Single by Rebecca Ferguson

from the album Heaven
- Released: 9 December 2012
- Recorded: 2011
- Genre: Soul, pop, blues
- Length: 3:12
- Label: Syco
- Songwriter(s): Rebecca Ferguson, Eg White
- Producer(s): Lattimer

Rebecca Ferguson singles chronology
| "Backtrack" (2012) | "Shoulder to Shoulder" (2012) | "Teach Me How to Be Loved" (2012) |

= Shoulder to Shoulder (song) =

"Shoulder to Shoulder" is a single recorded by British soul recording artist Rebecca Ferguson, taken from her debut album Heaven (2012). It was written by Ferguson and Eg White and produced by Lattimer. It was released as the fifth and final single from Heaven on December 9. In Germany, however, "Teach Me How to Be Loved" was released as the final single instead.
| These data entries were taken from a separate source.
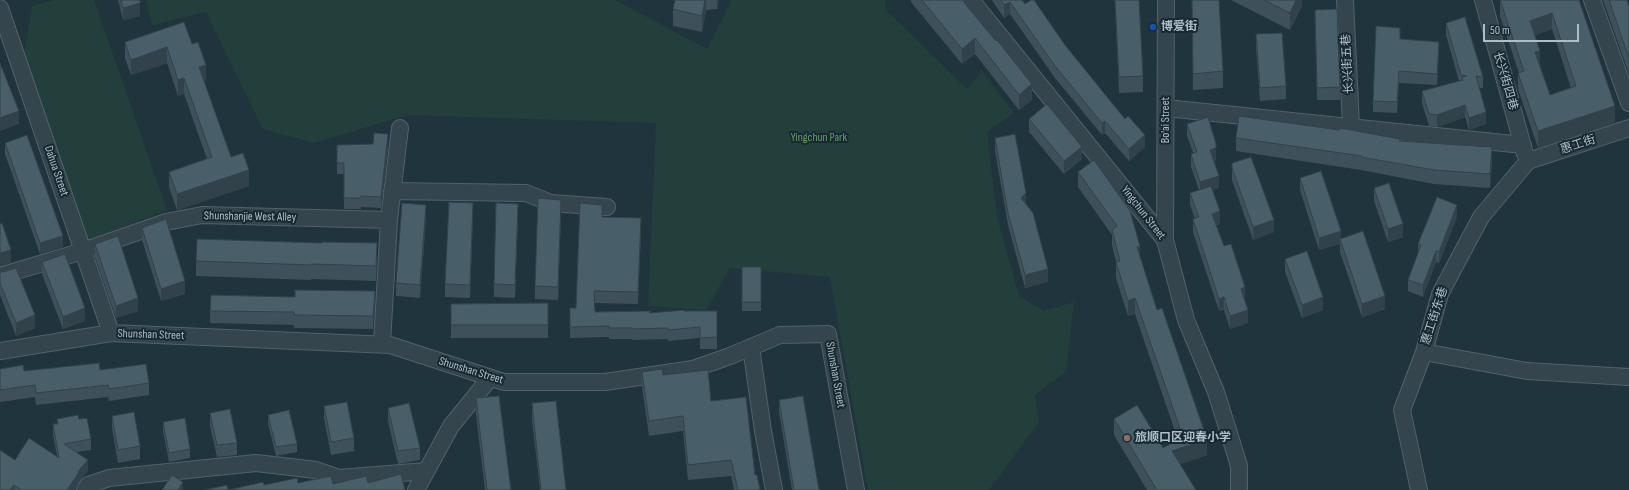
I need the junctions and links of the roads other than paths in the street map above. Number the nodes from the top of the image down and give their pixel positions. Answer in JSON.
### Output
{"nodes":[{"id":1,"x":971,"y":0,"type":"edge"},
{"id":2,"x":1166,"y":0,"type":"edge"},
{"id":3,"x":1345,"y":0,"type":"edge"},
{"id":4,"x":1483,"y":0,"type":"edge"},
{"id":5,"x":1592,"y":0,"type":"edge"},
{"id":6,"x":0,"y":8,"type":"edge"},
{"id":7,"x":1629,"y":103,"type":"edge"},
{"id":8,"x":1166,"y":108,"type":"junction"},
{"id":9,"x":400,"y":128,"type":"dead end"},
{"id":10,"x":1351,"y":128,"type":"junction"},
{"id":11,"x":1629,"y":128,"type":"edge"},
{"id":12,"x":1523,"y":145,"type":"junction"},
{"id":13,"x":1528,"y":161,"type":"junction"},
{"id":14,"x":392,"y":190,"type":"junction"},
{"id":15,"x":607,"y":206,"type":"dead end"},
{"id":16,"x":389,"y":220,"type":"junction"},
{"id":17,"x":1165,"y":240,"type":"junction"},
{"id":18,"x":83,"y":251,"type":"junction"},
{"id":19,"x":0,"y":276,"type":"edge"},
{"id":20,"x":111,"y":333,"type":"junction"},
{"id":21,"x":382,"y":344,"type":"junction"},
{"id":22,"x":751,"y":347,"type":"junction"},
{"id":23,"x":0,"y":351,"type":"edge"},
{"id":24,"x":1424,"y":352,"type":"junction"},
{"id":25,"x":1629,"y":377,"type":"edge"},
{"id":26,"x":490,"y":378,"type":"junction"},
{"id":27,"x":426,"y":471,"type":"junction"},
{"id":28,"x":84,"y":490,"type":"edge"},
{"id":29,"x":416,"y":490,"type":"edge"},
{"id":30,"x":774,"y":490,"type":"edge"},
{"id":31,"x":856,"y":490,"type":"edge"},
{"id":32,"x":1240,"y":490,"type":"edge"},
{"id":33,"x":1418,"y":490,"type":"edge"}],
"edges":[{"from":1,"to":17,"type":"street","name":"Yingchun Street"},
{"from":2,"to":8,"type":"street","name":"Bo'ai Street"},
{"from":3,"to":10,"type":"street","name":"长兴街五巷"},
{"from":4,"to":12,"type":"street","name":"长兴街四巷"},
{"from":5,"to":7,"type":"street"},
{"from":6,"to":18,"type":"street","name":"Dahua Street"},
{"from":8,"to":10,"type":"street"},
{"from":8,"to":17,"type":"street","name":"Bo'ai Street"},
{"from":9,"to":14,"type":"street"},
{"from":10,"to":12,"type":"street"},
{"from":11,"to":13,"type":"street","name":"惠工街"},
{"from":12,"to":13,"type":"street","name":"长兴街四巷"},
{"from":13,"to":24,"type":"street","name":"惠工街东巷"},
{"from":14,"to":15,"type":"street"},
{"from":14,"to":16,"type":"street"},
{"from":16,"to":18,"type":"street","name":"Shunshanjie West Alley"},
{"from":16,"to":21,"type":"street"},
{"from":17,"to":32,"type":"street","name":"Yingchun Street"},
{"from":18,"to":19,"type":"street","name":"Shunshanjie West Alley"},
{"from":18,"to":20,"type":"street","name":"Dahua Street"},
{"from":20,"to":21,"type":"street","name":"Shunshan Street"},
{"from":20,"to":23,"type":"street","name":"Shunshan Street"},
{"from":21,"to":26,"type":"street","name":"Shunshan Street"},
{"from":22,"to":26,"type":"street","name":"Shunshan Street"},
{"from":22,"to":30,"type":"street"},
{"from":22,"to":31,"type":"street","name":"Shunshan Street"},
{"from":24,"to":25,"type":"street"},
{"from":24,"to":33,"type":"street","name":"惠工街东巷"},
{"from":26,"to":27,"type":"street"},
{"from":27,"to":28,"type":"street"},
{"from":27,"to":29,"type":"street"}]}
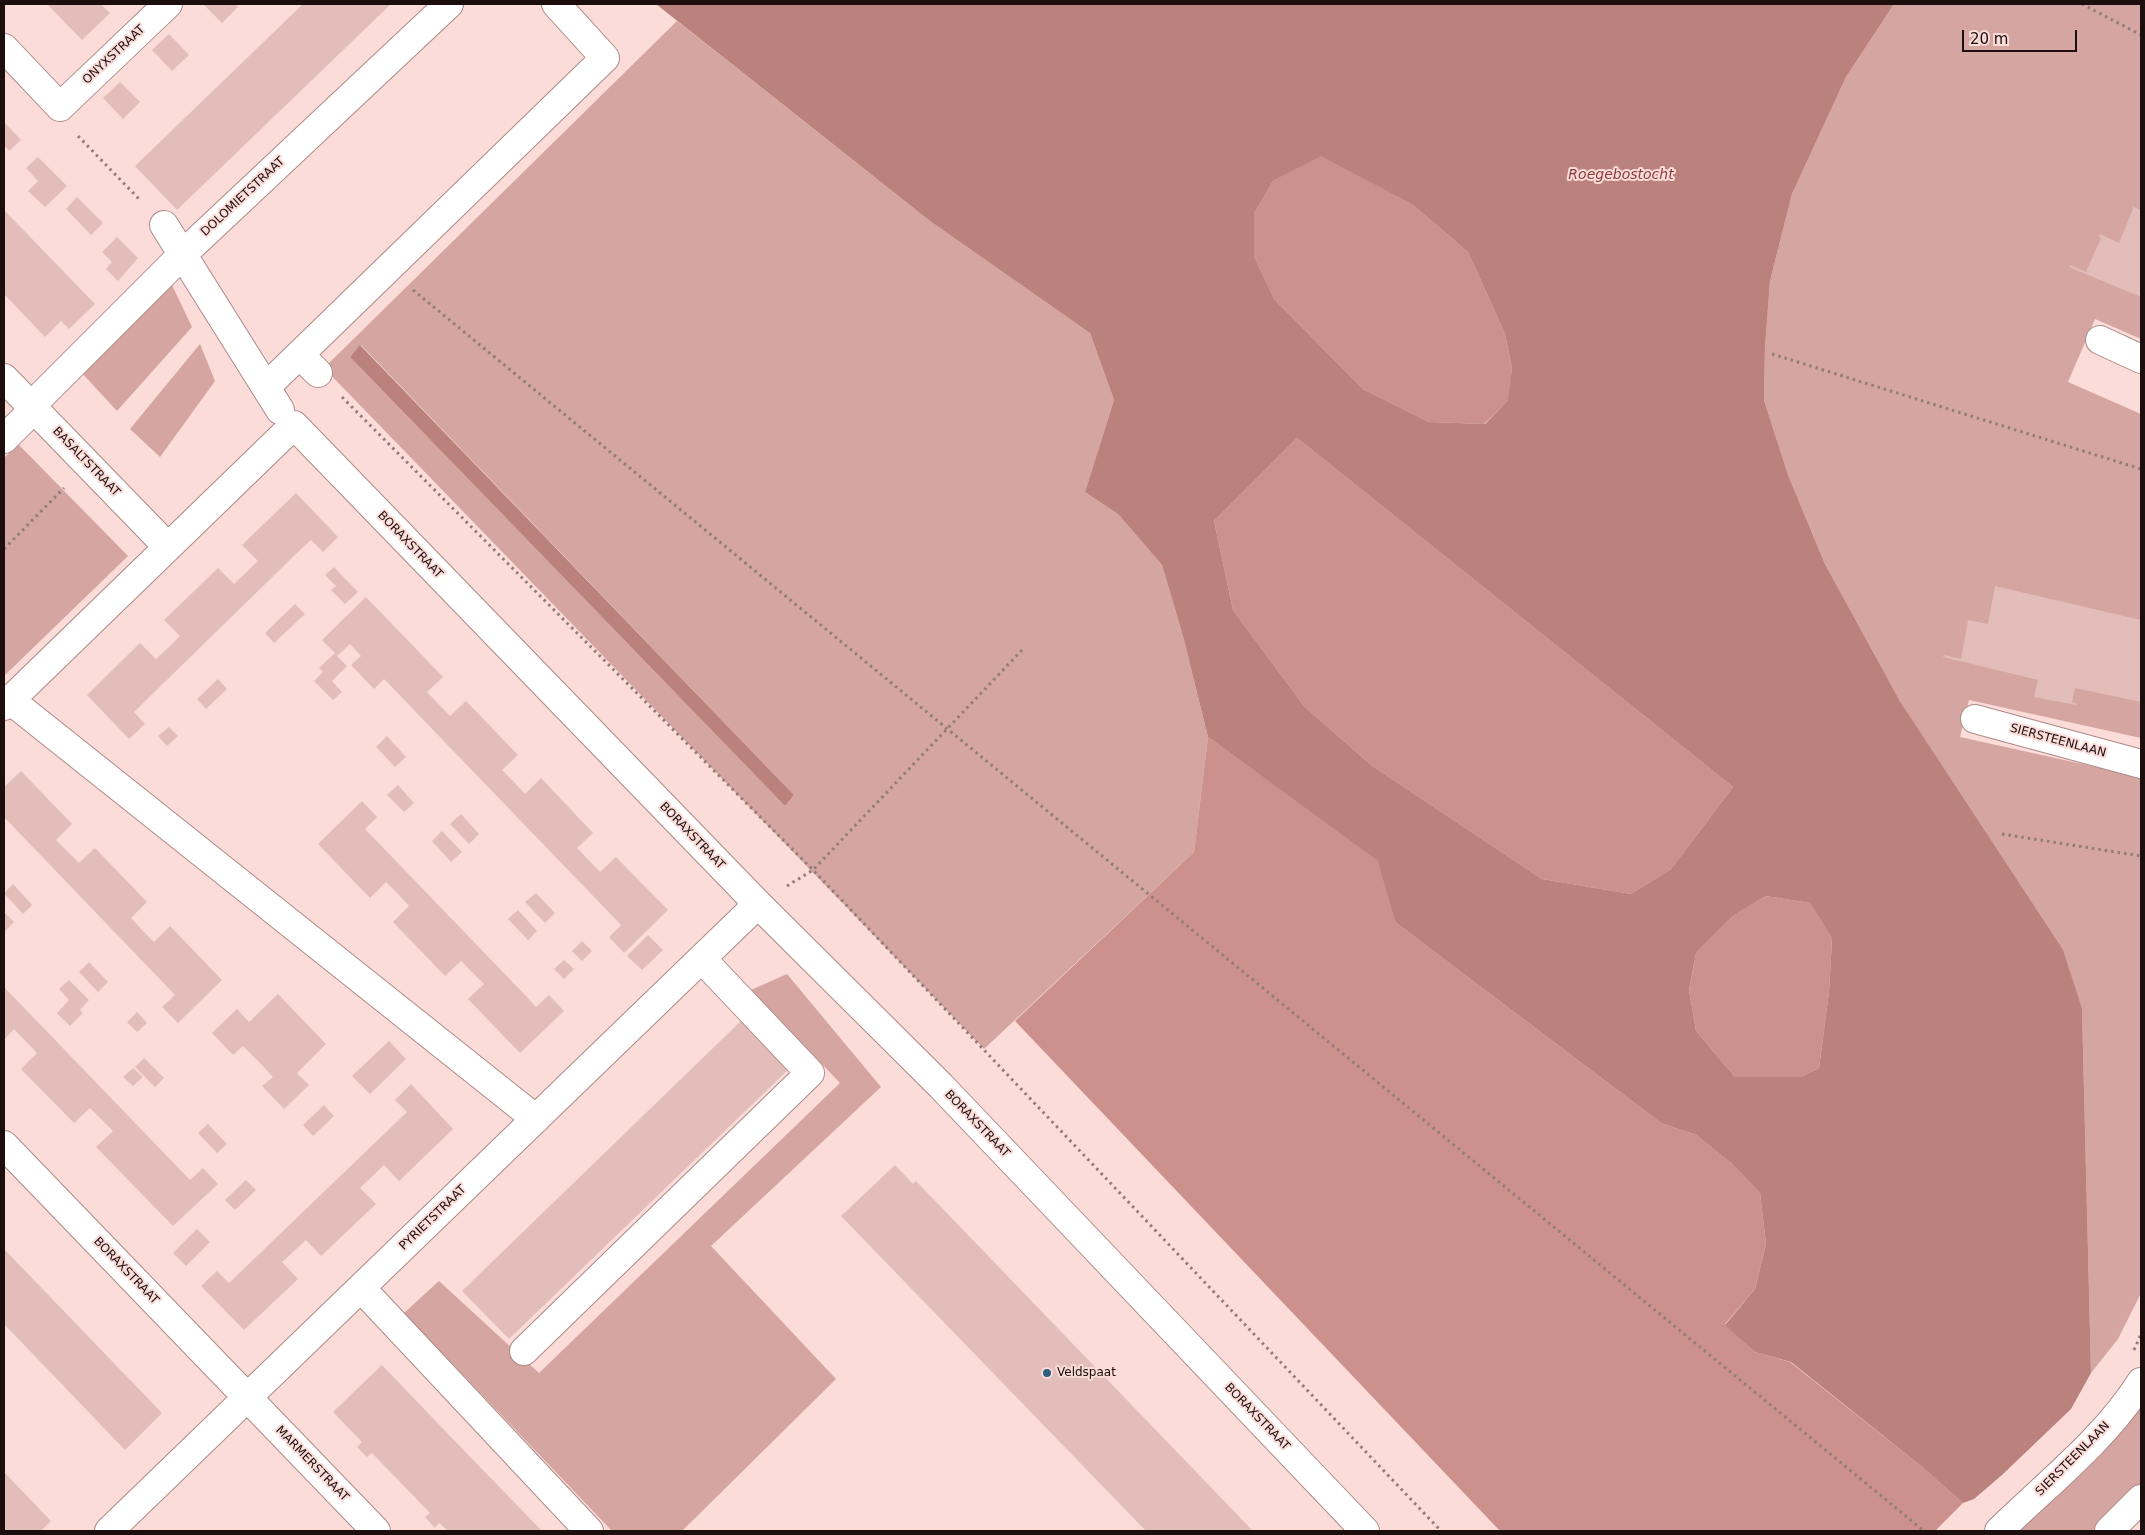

Because it was never released as a digital download or physical CD, "Shoulder to Shoulder" is not considered an official single.

==Music video==
The official video for the song premiered in late November 2012. It features Ferguson performing the song in a recording studio.

==Live performances==
Ferguson performed the song on This Morning on 10 December and Alan Carr: Chatty Man on 14 December 2012.

==Chart performance==
Due to little promotion and lack of airplay, the song only managed to chart #76 on the UK Radio Airplay chart. The single, however, became a top 20 hit in Ukraine.